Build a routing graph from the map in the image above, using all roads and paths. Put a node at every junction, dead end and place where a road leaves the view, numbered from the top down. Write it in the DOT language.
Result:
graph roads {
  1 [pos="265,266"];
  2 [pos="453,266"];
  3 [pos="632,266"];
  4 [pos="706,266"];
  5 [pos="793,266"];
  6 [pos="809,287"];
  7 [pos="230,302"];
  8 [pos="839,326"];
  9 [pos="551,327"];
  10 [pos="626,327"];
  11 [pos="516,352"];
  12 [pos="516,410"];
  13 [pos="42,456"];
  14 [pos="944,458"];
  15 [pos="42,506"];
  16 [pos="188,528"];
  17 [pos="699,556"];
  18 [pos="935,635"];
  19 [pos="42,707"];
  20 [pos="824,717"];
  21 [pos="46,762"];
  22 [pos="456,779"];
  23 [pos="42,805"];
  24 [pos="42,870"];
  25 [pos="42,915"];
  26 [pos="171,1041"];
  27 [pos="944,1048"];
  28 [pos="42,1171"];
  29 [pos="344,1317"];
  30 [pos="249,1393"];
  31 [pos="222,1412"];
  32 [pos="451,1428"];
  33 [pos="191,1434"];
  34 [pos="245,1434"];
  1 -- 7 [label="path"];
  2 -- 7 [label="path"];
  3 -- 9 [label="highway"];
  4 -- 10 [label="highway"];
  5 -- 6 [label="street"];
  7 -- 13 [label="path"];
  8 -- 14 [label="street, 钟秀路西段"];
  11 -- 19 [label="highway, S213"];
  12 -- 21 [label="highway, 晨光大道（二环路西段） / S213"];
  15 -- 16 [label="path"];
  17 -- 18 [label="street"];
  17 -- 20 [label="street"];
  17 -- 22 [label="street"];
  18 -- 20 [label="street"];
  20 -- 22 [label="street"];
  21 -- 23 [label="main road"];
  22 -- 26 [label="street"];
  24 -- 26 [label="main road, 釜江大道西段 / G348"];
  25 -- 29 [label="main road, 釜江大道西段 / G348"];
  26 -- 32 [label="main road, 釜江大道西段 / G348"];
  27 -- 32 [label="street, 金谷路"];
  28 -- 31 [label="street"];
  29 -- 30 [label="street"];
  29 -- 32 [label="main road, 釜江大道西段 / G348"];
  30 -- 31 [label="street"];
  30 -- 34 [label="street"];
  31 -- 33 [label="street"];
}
********
EXERCISE DIRECTIONS: From the records above, pull out each line that has "main".

EXERCISE RESPONSE:
  21 -- 23 [label="main road"];
  24 -- 26 [label="main road, 釜江大道西段 / G348"];
  25 -- 29 [label="main road, 釜江大道西段 / G348"];
  26 -- 32 [label="main road, 釜江大道西段 / G348"];
  29 -- 32 [label="main road, 釜江大道西段 / G348"];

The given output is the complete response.